Here’s the gist of their argument: Both Martinelli and the No On I-502 website cite Karschner et al to claim that the initiative is too restrictive for pot smokers who drive by establishing a cutoff of 5 nanograms of active THC per milliliter of blood. Any driver who exceeds that limit would be automatically guilty of DUI. The study “proves that users fail these tests six or seven days after using, and [I-502] takes away driving for all cannabis users,” says Martinelli.

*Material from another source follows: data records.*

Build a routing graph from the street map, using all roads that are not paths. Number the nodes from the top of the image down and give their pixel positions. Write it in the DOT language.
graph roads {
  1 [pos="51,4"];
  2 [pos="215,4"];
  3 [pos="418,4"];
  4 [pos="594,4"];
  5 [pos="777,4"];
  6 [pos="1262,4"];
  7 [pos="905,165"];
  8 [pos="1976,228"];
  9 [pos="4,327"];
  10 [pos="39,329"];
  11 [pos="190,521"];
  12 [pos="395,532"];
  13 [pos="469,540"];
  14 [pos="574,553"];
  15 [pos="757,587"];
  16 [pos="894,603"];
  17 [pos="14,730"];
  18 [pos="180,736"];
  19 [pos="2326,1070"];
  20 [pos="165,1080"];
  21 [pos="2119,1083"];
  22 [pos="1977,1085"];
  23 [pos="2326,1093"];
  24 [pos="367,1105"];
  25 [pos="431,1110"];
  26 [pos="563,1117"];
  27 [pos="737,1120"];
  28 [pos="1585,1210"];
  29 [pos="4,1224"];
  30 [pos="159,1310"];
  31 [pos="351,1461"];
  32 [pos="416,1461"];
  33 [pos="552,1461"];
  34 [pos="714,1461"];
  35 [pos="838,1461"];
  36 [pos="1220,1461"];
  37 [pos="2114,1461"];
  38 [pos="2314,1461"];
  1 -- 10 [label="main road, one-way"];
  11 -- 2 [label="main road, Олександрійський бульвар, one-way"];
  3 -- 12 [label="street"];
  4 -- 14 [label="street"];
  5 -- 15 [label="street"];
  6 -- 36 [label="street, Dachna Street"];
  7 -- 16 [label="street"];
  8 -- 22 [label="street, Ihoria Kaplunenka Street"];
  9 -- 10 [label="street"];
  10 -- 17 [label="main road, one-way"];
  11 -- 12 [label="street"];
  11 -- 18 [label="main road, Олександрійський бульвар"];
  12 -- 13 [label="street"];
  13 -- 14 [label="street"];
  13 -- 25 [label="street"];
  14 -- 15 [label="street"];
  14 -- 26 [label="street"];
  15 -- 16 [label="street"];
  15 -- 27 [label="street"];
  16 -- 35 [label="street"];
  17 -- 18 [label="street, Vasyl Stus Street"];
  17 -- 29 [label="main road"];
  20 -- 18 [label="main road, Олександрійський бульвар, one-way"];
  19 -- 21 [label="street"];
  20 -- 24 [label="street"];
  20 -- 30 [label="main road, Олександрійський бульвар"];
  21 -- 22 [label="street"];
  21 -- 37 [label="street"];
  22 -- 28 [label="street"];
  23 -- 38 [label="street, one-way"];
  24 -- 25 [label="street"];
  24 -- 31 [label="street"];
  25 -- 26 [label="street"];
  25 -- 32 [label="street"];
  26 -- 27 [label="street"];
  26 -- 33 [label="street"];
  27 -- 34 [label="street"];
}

However, let’s look at what Karschner et al actually says. Publishing their work in December 2009, the researchers measured levels of active THC, the psychoactive compound in marijuana, in 25 heavy, long-term marijuana users over a seven-day period. The report finds that only one of the participants had active THC levels above 5 ng/mL on “admission (day 1),” which suggests that the woman was high when she arrived, and the rest had levels lower than 5 ng/mL. The woman had reported smoking four blunts per day. However, despite Martinelli’s claims, the day after smoking, her THC levels had dropped to 2.9 ng/mL. Every other participant’s THC levels had dropped even lower by day two. By day six, the levels were undetectable in most of the participants—and all of them were far below 5 nanograms. (And for the record, this research concerns active THC, not inactive THC metabolites.)
In short: According to the study they cite, none of the heavy pot users showed THC levels above the cut-off that I-502 would establish for drivers, except for one person on the same day she was admitted. Meanwhile, other studies show drivers with more than 5ng/mL of THC have a higher risk for crashes.
As the anti-legalization campaign repeatedly points out, the science on THC and driving is minimal. That’s true, and per se cutoffs are imperfect. I agree with them on these counts. But the science that does exist shows significant potential for impairment among drivers over 5ng/mL. “At concentrations between 5 and 10 ng/mL approximately 75-90% of the observations were indicative of significant impairment in every performance test,” reported Ramaekers et al in 2006.
Likewise, Grotenhermen et al found in 2005: “The crash risk apparently begins to exceed that of sober drivers as THC concentrations in whole blood reach 5-10 ng/mL.” But THC levels drop rapidly after smoking marijuana. “THC concentrations in serum typically drop to 1-4 ng/mL within 3-4 hours after consumption,” the researchers reported (the concentrations in serum are equivalent of about 0.6 to 2.5 ng/mL of THC in blood, the report says, which is obviously even lower).
So here’s what we can glean: The claim that THC will persist in high levels a day after people are high, even in chronic users, appears unfounded. Further, active THC levels above 5 ng/mL are associated with higher risk of accidents, but the THC levels tend to drop below that level within a few hours after smoking pot.
If there are other scientific studies that prove otherwise, I’m happy to see them. But this is the evidence they point to. And that evidence doesn’t support the claims of No On I-502. That said, I agree with No on I-502 that cut offs that result in automatic DUIs are bad policy (I believe that defendants should retain a defense in court, despite THC levels). But it’s a small price to pay to eliminate roughly 10,000 marijuana arrests each year in Washington State. And it’s far more lenient than current state law: zero tolerance of any THC in the bloodstream for drivers.
The reason we’re talking about this at all is because strict DUI provisions will help get this thing passed (and help stave off attacks about stoned driving that have helped defeat other pot initiatives, such as Prop 19 in California). A poll last May by Quinlan Rosner Research found that the DUI provision alone prompted 62 percent of voters to say they were more likely to support I-502, and only 11 percent said it would make them less likely to support the initiative.
So if we want to stop arresting 10,000 people for marijuana each year, we need to pass I-502 this fall. And we can ignore ginned up claims by medical marijuana activists that I-502 will ensnare drivers who are sober. For now, they seem to be fighting I-502 because it won’t let them drive high.